WASHINGTON. — Washington--HOW MANY situps could Ernie Pyle do? Could Hal Boyle run two miles in 18 minutes, or in any time at all?
Would Mark Watson, Larry Allen, Ira Wolfert, Homer Bigart, Keyes Beech, Maggie Higgins, Pat Morin, Don Whitehead, Mal Browne, Dave Halberstam, Pete Arnett or Bill Tuohy have dropped to the deck and done 40 quick pushups at the request of an Army public-relations officer?
Almost 50 years ago, Ernie Pyle and Hal Boyle were two of the best-known Americans anywhere when they covered GIs fighting World War II. They and the others won the Pulitzer Prize for reporting this country's last three wars.

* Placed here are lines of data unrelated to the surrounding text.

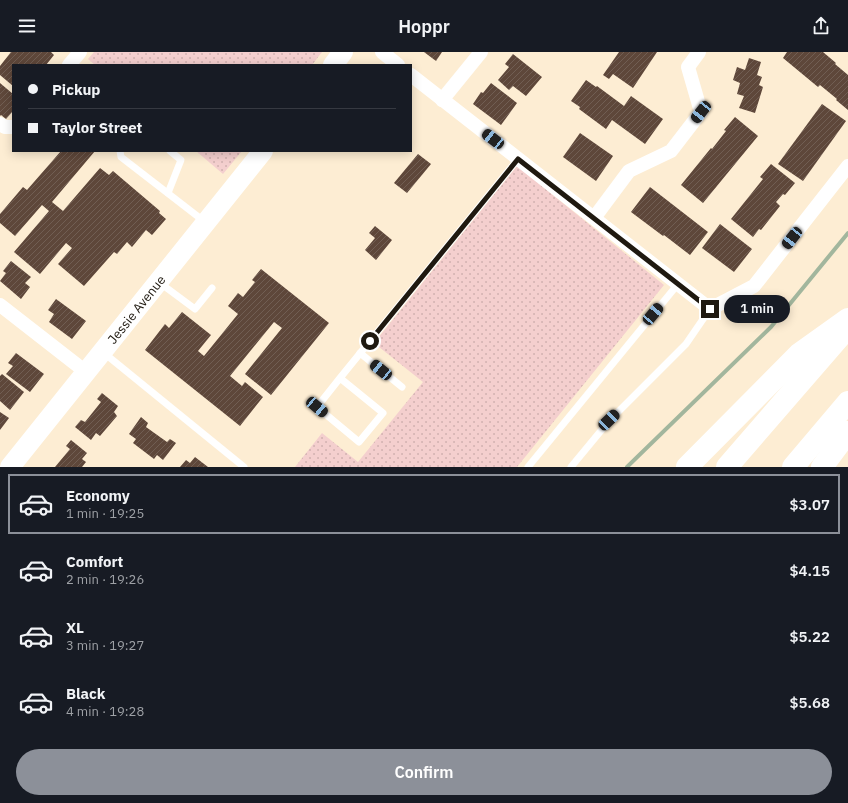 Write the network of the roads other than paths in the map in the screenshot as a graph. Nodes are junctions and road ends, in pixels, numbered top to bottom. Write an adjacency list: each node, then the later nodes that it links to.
1 (80, 52): 6 (street)
2 (343, 52): 7 (street)
3 (382, 52): 8 (street)
4 (481, 52): 10 (street)
5 (699, 52): 19 (street)
6 (70, 64)
7 (334, 64)
8 (397, 64)
9 (412, 76): 10 (street)
10 (442, 100): 16 (street)
11 (0, 124): 12 (street)
12 (12, 127)
13 (120, 152): 18 (lane)
14 (171, 152): 18 (lane)
15 (262, 152): 20 (street, Jessie Avenue)
16 (518, 159): 19 (street); 29 (lane)
17 (848, 166): 25 (street)
18 (168, 193): 20 (lane)
19 (594, 218): 22 (street)
20 (206, 223): 21 (street, Jessie Avenue)
21 (158, 282): 23 (lane); 28 (street, Jessie Avenue)
22 (678, 284): 25 (street); 37 (lane)
23 (212, 288)
24 (0, 305): 30 (street)
25 (710, 309): 38 (lane)
26 (848, 319): 39 (highway)
27 (848, 327): 40 (highway)
28 (102, 352): 30 (street, Jessie Avenue); 36 (lane)
29 (360, 353): 31 (lane); 32 (lane)
30 (86, 372): 35 (street, Jessie Avenue)
31 (340, 378): 31 (lane)
32 (402, 387)
33 (848, 402): 41 (highway)
34 (848, 432): 42 (highway)
35 (14, 466)
36 (244, 467)
37 (529, 467)
38 (571, 467)
39 (687, 467)
40 (727, 467)
41 (793, 467)
42 (822, 467)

Pyle was a skinny little runt. Boyle was big and red-faced. Watson was 57 when he won the prize for his reporting in The Sun. Knowing most of them, I would say no more than three of the 14 reporters above could have met the physical tests an Army colonel thinks correspondents should pass to go up front with U.S. troops in their next war, somewhere near Kuwait and Iraq.
When a couple of old heads around the office started trying to imagine the reaction of people like Bigart or Beech, Bill Lawrence or Phil Potter, Mert Perry or Charlie Mohr to such an idea, it took us half an hour to stop giggling.
When I asked information officers at the Pentagon about it, I politely tried to contain myself, and they tried to convince me the test wasn't really a requirement, although that's exactly what reports from Saudi Arabia called it.
When armies sit around too long with nobody to fight, they like to make up rules. In Saudi Arabia, Col. Bill Mulvey, head of the U.S. Joint Information Bureau, got to talking with the correspondents who are obliged to sit around without a war to cover -- and in Arabia, without even a beer to drink. In this dangerous combination of circumstances, somebody ventured that if there is war, reporters would have to be in good condition to keep up with front-line troops.
This lit a bulb in Colonel Mulvey's mind. He had been an infantry lieutenant in Vietnam. Why shouldn't newspapermen be in at least as good shape as infantrymen? He sent back to Washington for the physical requirements all soldiers allegedly are required to meet.
To be a good war correspondent, by these standards, would pTC mean getting a grade of 60 on three tests, determined by age. Reporters from 17 to 21 years old, if any, would have to do 42 pushups, 57 situps and run two miles in 15 minutes and 54 seconds. Those 52 and over would have to do a mere 16 pushups, 26 situps, and two miles in 20 minutes. Women would face modified standards.
(Apparently an I.Q. test is considered irrelevant.)
Bulletin: My Pentagon source advises that six reporters have passed the test -- the best performances were 81 pushups, 96 situps, and 1.5 miles in 12.59. The run was cut from two miles to 1.5 as a special concession to the press. How many other reporters tried and failed, our source could not say.
Some editors have protested the whole exercise as a threat to press freedom, because it sets up the Army as judge of who should and shouldn't cover a war. True, any accredited reporter, no matter how many pushups he can do, would still be free to hang around the hotel and go to briefings. But the military is planning carefully chaperoned pools to cover the fighting, and is using the test as a way of preparing correspondents for this duty.
The pool system, of designating a small, manageable group to witness an event on condition that they make their reports available to all, is a way of avoiding mob scenes and providing logistical help for the press. It also is a form of prior censorship, in which the military does not control what the correspondent writes, but what he is allowed to see. It prevented timely on-scene reporting in Grenada and Panama, and now the services intend to use it on a larger scale in the Gulf showdown.
Since Vietnam, distrust of the press has been a given in U.S. military culture. That is a result of selective memory, which understandably wants someone to blame for what happened. Interestingly, this attitude is stronger among soldiers who were not there than among those who were. Few of today's officers have experience with either combat or the press -- and few of today's young reporters have any military background, either as soldiers or correspondents.
In Vietnam, correspondents moved freely wherever they could hitch a ride, and reported what they saw. More often than not, they emphasized the good over the bad. In proportion to their numbers, they had a high casualty rate. They were quite capable of judging their own fitness to go into the field. I never heard of one getting hurt or interfering with an operation because he couldn't do enough pushups.
Friction between press and military is as old as the nation; at best we can hope that whatever happens in the Gulf will ease it rather than make it worse. If we are lucky, the pushups-situps story will be remembered not as a great First Amendment confrontation, but as a comic routine that helped relieve tension during the days when Bob Hope wasn't around.